Abstract

Allosteric agonists are powerful tools for exploring the pharmacology of closely related G protein-coupled receptors that have non-selective endogenous ligands, such as the short chain fatty acids at Free Fatty Acid receptors 2 and 3 (FFA2/GPR43 and FFA3/GPR41, respectively). We explored the molecular mechanisms mediating the activity of 4-CMTB, a recently described phenylacetamide allosteric agonist and allosteric modulator of endogenous ligand function at human FFA2, by combining our previous knowledge of the orthosteric binding site with targeted examination of 4-CMTB structure-activity relationships and mutagenesis and chimeric receptor generation.

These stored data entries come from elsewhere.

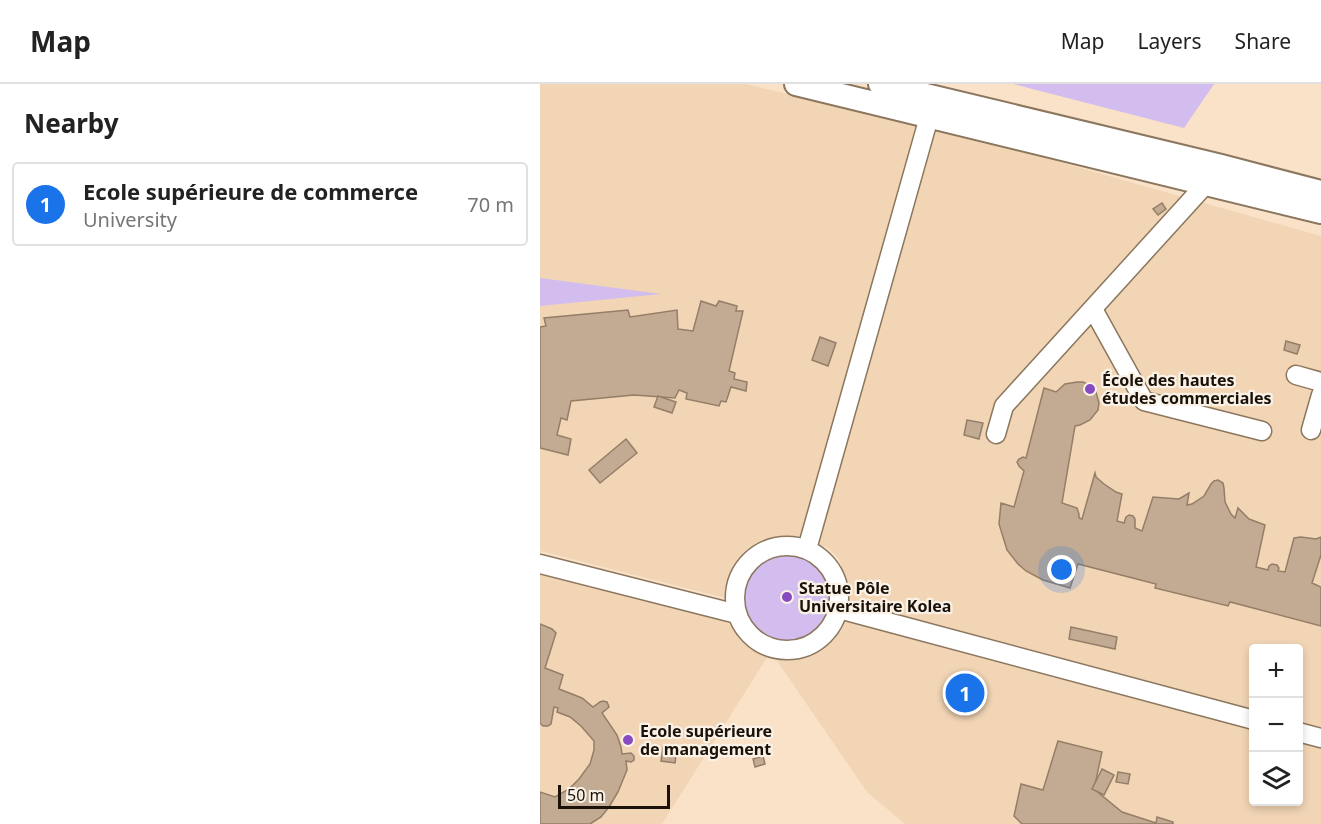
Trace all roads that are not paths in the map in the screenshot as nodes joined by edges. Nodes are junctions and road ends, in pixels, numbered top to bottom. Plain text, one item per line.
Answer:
1 (796, 84) edge
2 (880, 84) edge
3 (929, 117) junction
4 (1204, 185) junction
5 (1321, 192) edge
6 (1321, 212) edge
7 (1093, 309) junction
8 (1296, 375) dead end
9 (1321, 382) edge
10 (1321, 395) edge
11 (1311, 430) dead end
12 (1262, 431) dead end
13 (996, 434) dead end
14 (807, 549) junction
15 (540, 564) edge
16 (839, 609) junction
17 (737, 614) junction
18 (1249, 719) edge
19 (1303, 733) edge
20 (1321, 738) edge

1 - 3 main road
2 - 5 main road
3 - 4 main road
3 - 14 street
4 - 6 main road
4 - 7 street
7 - 12 street
7 - 13 street
8 - 9 street
10 - 11 street
14 - 16 street
14 - 17 street
15 - 17 street
16 - 17 street
16 - 18 street
19 - 20 street

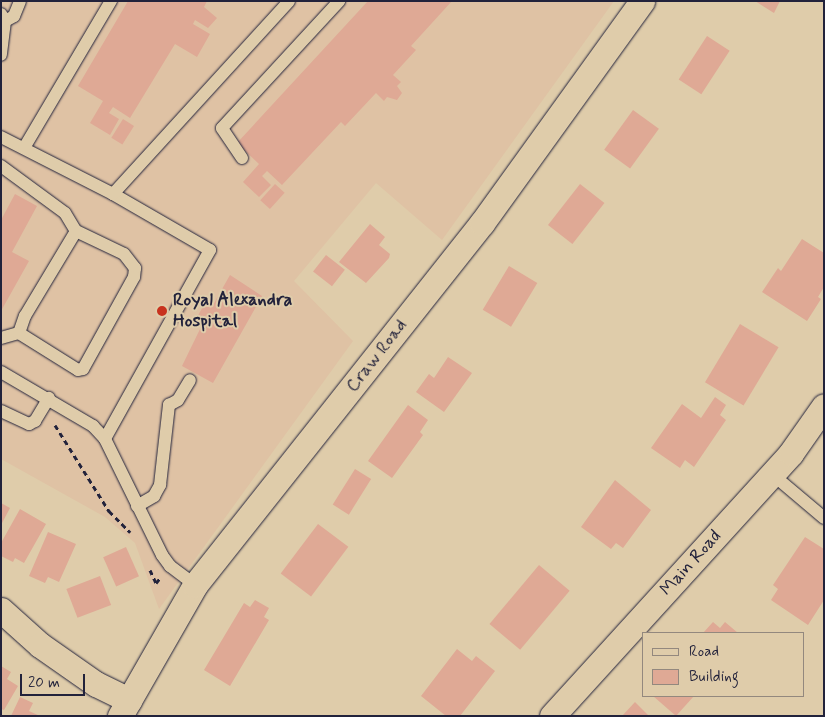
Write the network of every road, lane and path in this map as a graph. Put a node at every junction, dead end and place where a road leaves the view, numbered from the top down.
1 (20, 1) edge
2 (111, 1) edge
3 (289, 1) edge
4 (339, 1) edge
5 (642, 1) edge
6 (3, 18) edge
7 (1, 55) edge
8 (1, 137) edge
9 (24, 148) junction
10 (242, 158) dead end
11 (1, 166) edge
12 (113, 194) junction
13 (76, 230) junction
14 (19, 333) junction
15 (1, 338) edge
16 (1, 372) edge
17 (190, 380) dead end
18 (49, 398) junction
19 (824, 406) edge
20 (1, 411) edge
21 (40, 412) junction
22 (106, 439) junction
23 (772, 474) junction
24 (137, 506) junction
25 (824, 518) edge
26 (135, 536) dead end
27 (170, 566) junction
28 (149, 568) dead end
29 (195, 585) junction
30 (1, 610) edge
31 (124, 708) edge
32 (552, 716) edge

1 - 6 lane
2 - 9 lane
3 - 12 lane
4 - 10 lane
5 - 29 street, Craw Road
6 - 7 lane
8 - 9 lane
9 - 12 lane
11 - 13 lane
12 - 22 lane
13 - 14 lane
13 - 14 lane
14 - 15 lane
16 - 18 lane
17 - 24 lane
18 - 21 lane
18 - 22 lane
19 - 23 street, Main Road
20 - 21 lane
21 - 26 path
22 - 24 lane
23 - 25 lane
23 - 32 street, Main Road
24 - 27 lane
27 - 28 path
27 - 29 lane
29 - 31 street, Craw Road
30 - 31 street

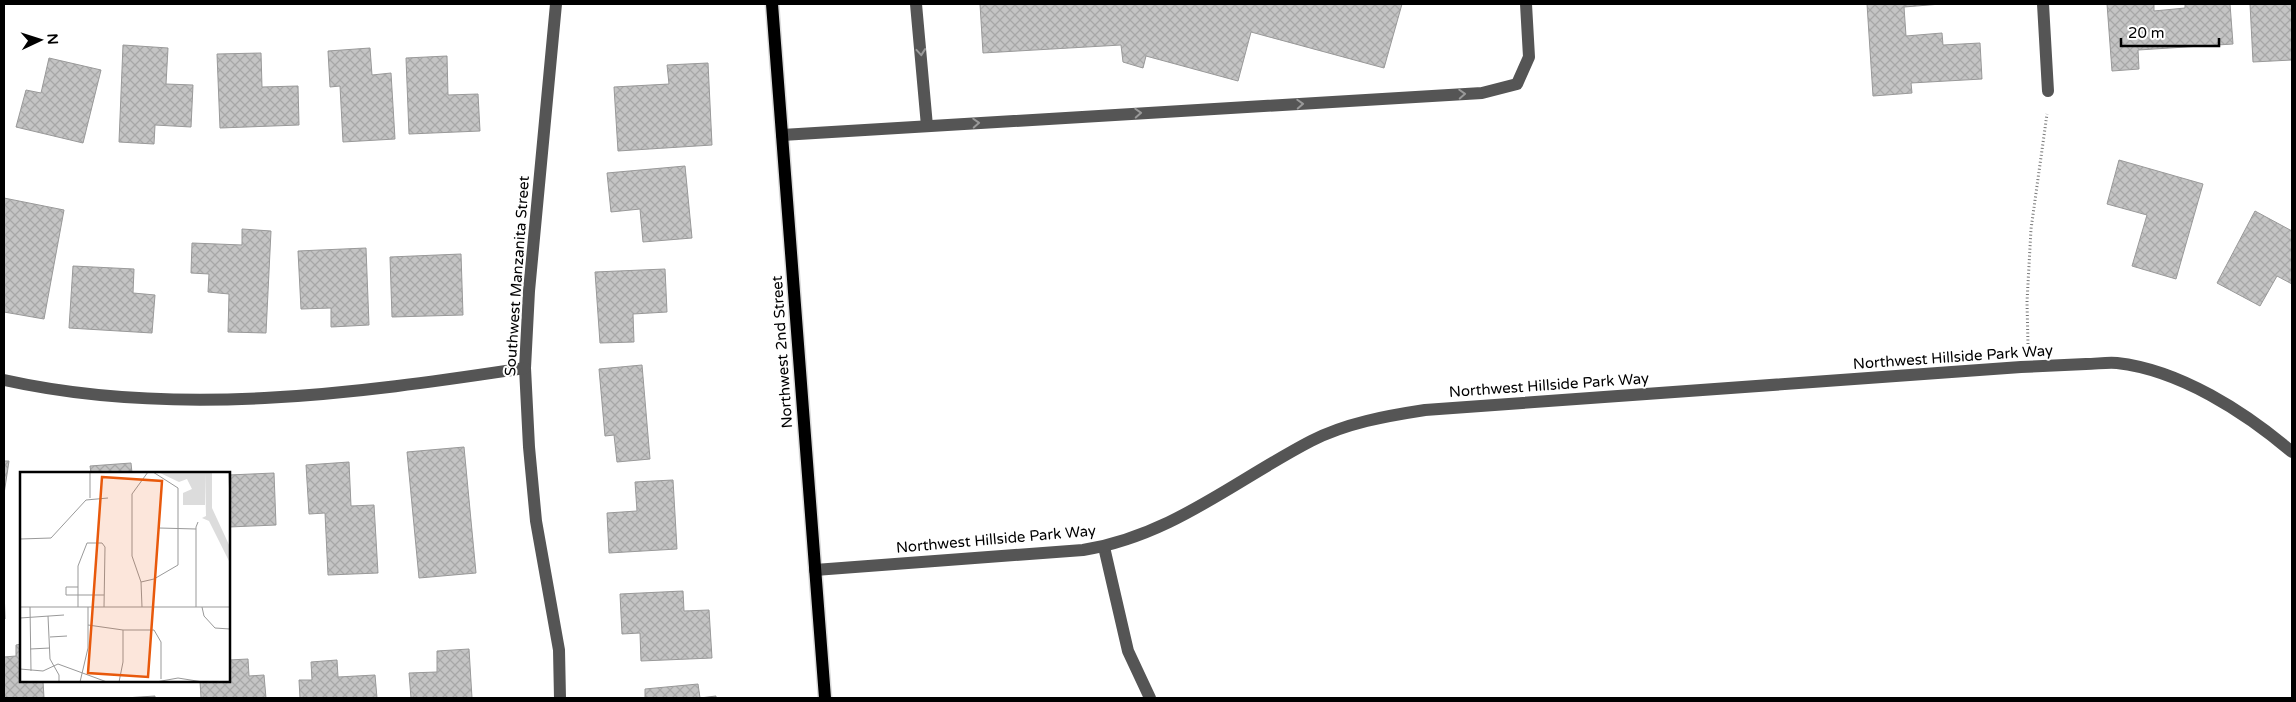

Here we show that 4-CMTB is a selective agonist for FFA2 that binds to a site distinct from the orthosteric site of the receptor. Ligand structure-activity relationship studies indicated that the N-thiazolyl amide likely provides hydrogen bond donor/acceptor interactions with the receptor. Substitution at Leu173 and the exchange of the entire extracellular loop 2 of FFA2 with that of FFA3 was sufficient to respectively reduce, or ablate, allosteric communication between the endogenous and allosteric agonists. Thus, we conclude that extracellular loop 2 of human FFA2 is required for transduction of co-operative signaling between the orthosteric and an as yet undefined allosteric binding site of the FFA2 receptor that is occupied by 4-CMTB.